- **Information provided**:
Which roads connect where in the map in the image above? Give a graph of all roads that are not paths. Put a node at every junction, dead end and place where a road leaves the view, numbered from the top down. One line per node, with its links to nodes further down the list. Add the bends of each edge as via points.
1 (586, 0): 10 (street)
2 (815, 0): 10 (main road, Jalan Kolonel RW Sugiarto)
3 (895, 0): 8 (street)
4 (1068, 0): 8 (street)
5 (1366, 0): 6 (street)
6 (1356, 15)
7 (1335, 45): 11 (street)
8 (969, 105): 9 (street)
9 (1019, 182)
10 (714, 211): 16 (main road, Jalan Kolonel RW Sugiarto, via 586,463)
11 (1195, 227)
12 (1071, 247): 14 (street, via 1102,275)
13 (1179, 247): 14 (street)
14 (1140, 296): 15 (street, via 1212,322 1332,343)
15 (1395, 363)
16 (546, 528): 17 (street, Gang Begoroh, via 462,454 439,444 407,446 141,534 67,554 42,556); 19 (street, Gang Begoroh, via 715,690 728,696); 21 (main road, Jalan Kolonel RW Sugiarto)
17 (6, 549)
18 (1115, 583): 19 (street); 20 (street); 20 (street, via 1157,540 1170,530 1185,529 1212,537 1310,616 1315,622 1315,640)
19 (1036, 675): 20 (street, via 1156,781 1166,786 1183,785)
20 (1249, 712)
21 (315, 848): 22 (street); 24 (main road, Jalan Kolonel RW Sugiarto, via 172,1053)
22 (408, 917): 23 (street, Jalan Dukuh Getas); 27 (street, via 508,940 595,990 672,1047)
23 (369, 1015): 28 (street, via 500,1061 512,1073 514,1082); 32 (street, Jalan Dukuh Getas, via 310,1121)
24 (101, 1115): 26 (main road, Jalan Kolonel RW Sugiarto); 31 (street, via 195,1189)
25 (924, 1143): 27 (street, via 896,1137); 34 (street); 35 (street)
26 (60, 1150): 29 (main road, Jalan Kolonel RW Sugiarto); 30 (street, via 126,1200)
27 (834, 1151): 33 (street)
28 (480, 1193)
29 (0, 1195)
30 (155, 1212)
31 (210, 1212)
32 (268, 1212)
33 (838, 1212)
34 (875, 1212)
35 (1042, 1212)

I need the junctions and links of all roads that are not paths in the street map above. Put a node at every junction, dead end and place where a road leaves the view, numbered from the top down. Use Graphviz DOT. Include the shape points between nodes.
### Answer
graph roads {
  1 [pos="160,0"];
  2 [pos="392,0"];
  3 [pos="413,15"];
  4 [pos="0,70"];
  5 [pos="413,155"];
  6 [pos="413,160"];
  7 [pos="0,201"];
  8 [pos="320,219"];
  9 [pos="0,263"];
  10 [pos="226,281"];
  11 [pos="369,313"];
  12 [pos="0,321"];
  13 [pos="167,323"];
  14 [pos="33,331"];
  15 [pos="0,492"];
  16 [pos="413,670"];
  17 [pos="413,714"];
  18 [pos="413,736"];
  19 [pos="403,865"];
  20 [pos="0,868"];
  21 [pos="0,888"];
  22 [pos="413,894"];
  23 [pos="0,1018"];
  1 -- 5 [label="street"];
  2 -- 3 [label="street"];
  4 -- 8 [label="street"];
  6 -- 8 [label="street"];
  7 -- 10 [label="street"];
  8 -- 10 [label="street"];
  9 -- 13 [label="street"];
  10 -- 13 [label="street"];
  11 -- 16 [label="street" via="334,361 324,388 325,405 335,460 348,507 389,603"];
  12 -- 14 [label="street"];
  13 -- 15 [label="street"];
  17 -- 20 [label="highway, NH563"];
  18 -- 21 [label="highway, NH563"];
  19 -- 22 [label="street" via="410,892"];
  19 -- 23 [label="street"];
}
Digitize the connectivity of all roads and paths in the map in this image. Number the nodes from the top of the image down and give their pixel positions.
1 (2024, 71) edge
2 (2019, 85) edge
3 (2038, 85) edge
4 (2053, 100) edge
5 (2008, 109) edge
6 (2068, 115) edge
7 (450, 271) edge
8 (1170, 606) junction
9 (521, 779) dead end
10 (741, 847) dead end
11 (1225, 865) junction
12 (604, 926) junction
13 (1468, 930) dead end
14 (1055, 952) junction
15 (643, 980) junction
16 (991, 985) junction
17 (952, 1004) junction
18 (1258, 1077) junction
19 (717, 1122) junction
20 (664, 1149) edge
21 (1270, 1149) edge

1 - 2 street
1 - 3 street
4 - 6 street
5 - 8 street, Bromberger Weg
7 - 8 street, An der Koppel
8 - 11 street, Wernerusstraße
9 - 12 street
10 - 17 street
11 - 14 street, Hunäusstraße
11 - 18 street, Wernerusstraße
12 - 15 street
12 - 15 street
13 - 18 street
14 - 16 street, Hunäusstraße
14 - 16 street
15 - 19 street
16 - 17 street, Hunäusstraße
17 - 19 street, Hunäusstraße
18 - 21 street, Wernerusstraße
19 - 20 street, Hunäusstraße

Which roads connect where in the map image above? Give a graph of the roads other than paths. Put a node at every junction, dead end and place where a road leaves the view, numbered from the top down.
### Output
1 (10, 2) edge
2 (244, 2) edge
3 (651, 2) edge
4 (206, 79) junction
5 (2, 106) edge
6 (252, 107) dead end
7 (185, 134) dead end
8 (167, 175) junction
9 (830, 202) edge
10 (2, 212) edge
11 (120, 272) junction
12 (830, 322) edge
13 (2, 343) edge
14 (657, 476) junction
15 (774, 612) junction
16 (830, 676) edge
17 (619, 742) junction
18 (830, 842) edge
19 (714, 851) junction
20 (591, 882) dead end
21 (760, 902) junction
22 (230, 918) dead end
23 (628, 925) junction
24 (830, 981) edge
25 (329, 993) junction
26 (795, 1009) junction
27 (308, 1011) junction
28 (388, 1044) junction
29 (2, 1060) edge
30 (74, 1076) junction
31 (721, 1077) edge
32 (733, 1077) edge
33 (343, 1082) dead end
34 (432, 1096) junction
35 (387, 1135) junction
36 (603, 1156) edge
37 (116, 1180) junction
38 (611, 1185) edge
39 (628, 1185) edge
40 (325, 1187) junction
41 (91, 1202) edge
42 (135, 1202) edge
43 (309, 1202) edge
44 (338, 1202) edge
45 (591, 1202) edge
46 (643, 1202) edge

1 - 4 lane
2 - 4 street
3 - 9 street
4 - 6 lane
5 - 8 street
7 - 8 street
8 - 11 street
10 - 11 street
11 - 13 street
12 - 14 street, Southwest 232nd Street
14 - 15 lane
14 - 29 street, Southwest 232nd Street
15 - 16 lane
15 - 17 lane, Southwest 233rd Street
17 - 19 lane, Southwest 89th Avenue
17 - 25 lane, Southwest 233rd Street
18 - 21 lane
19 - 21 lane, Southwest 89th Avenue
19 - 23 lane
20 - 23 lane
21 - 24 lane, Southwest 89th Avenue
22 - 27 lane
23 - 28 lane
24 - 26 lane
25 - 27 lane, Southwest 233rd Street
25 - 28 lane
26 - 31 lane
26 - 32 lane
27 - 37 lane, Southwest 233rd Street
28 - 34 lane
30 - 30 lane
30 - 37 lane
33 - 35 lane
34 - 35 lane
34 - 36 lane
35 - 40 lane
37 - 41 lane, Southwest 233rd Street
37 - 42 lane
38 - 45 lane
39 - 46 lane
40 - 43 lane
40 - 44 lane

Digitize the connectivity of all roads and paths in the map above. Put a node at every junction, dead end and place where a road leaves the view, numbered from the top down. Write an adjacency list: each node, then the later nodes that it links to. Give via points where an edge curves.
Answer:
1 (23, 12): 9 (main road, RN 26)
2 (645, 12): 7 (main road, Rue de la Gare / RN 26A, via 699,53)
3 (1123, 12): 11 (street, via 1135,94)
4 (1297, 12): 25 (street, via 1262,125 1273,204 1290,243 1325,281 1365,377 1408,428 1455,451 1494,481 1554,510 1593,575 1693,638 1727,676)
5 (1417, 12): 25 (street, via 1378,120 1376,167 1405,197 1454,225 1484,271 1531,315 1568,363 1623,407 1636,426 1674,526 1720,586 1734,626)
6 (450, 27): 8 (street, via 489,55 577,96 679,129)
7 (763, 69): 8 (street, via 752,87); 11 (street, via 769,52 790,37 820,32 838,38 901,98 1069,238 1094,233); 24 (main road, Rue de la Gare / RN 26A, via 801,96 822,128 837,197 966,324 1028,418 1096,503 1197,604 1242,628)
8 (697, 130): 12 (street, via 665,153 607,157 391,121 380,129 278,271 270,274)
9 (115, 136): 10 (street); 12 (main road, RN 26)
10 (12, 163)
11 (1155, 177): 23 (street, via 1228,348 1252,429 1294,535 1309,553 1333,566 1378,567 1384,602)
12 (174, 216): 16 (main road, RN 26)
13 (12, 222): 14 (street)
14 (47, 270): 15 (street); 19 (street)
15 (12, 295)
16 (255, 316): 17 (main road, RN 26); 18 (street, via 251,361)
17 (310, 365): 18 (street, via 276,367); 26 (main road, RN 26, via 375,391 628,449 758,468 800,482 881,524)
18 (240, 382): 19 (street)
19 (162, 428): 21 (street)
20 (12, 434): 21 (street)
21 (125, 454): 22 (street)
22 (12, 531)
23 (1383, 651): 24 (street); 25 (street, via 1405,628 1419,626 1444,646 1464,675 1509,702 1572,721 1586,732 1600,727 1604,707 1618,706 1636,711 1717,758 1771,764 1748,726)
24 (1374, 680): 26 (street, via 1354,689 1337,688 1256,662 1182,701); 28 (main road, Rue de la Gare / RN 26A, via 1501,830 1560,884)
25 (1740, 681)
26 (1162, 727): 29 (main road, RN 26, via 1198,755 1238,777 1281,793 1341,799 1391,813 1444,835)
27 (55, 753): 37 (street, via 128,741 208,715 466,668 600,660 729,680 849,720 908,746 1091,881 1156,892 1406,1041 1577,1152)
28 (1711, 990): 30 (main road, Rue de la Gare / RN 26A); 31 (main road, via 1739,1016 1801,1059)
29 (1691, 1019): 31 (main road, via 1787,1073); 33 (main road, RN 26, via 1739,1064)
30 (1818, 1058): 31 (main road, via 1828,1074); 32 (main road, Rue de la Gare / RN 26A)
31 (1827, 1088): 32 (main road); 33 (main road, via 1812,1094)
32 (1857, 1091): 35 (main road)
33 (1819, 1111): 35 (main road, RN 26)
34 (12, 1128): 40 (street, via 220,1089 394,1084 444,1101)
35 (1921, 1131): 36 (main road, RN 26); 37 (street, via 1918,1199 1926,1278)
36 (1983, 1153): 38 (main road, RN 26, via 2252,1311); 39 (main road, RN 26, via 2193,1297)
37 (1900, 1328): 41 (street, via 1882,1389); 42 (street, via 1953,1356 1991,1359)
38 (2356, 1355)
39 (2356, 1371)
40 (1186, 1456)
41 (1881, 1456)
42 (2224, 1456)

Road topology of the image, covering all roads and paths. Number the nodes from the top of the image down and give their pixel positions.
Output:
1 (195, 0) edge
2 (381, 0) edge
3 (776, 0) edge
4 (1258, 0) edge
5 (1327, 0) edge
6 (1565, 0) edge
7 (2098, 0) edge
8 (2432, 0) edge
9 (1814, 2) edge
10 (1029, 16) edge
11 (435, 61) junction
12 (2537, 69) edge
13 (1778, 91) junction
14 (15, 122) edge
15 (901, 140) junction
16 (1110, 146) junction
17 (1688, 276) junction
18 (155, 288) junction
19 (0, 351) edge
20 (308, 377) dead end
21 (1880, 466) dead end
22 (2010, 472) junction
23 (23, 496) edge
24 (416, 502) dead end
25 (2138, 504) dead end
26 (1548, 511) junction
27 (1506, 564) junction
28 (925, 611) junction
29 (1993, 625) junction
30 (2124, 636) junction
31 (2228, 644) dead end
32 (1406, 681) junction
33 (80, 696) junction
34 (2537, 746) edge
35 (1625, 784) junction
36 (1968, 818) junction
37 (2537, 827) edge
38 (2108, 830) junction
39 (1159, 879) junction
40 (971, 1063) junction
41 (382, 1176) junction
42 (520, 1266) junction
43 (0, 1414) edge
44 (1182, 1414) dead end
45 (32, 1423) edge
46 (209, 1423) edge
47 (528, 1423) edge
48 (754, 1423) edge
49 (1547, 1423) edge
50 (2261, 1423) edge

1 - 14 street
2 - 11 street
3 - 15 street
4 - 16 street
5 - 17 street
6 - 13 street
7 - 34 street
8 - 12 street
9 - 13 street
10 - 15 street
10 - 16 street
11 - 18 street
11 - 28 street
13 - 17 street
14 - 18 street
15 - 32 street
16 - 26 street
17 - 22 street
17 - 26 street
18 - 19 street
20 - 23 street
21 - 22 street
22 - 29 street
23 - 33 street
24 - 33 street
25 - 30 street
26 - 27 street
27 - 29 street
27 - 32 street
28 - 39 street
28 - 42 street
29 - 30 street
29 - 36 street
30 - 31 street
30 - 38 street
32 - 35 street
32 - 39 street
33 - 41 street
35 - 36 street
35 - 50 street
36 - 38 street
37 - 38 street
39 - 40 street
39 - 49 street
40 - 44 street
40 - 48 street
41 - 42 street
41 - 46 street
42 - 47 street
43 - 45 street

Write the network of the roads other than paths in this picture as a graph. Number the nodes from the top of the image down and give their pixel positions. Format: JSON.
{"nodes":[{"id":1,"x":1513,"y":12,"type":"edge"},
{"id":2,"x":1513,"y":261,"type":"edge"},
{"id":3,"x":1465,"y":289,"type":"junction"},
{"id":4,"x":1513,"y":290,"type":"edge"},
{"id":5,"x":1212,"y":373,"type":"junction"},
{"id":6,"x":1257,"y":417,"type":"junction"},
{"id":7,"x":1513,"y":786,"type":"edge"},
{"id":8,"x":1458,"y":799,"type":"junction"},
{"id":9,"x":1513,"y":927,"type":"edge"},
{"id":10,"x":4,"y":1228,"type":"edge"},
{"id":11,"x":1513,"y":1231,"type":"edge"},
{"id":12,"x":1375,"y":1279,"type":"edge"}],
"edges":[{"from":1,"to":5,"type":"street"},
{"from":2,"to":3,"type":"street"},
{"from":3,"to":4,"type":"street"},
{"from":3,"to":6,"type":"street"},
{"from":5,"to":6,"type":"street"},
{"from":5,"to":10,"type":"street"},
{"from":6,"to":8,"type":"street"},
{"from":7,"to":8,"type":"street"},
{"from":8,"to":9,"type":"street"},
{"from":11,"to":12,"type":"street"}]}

- **What you need to do**: Look through the records above for the string "other", then copy every line that has it.

- **Written response**:
Which roads connect where in the map image above? Give a graph of the roads other than paths. Put a node at every junction, dead end and place where a road leaves the view, numbered from the top down.
Write the network of the roads other than paths in this picture as a graph. Number the nodes from the top of the image down and give their pixel positions. Format: JSON.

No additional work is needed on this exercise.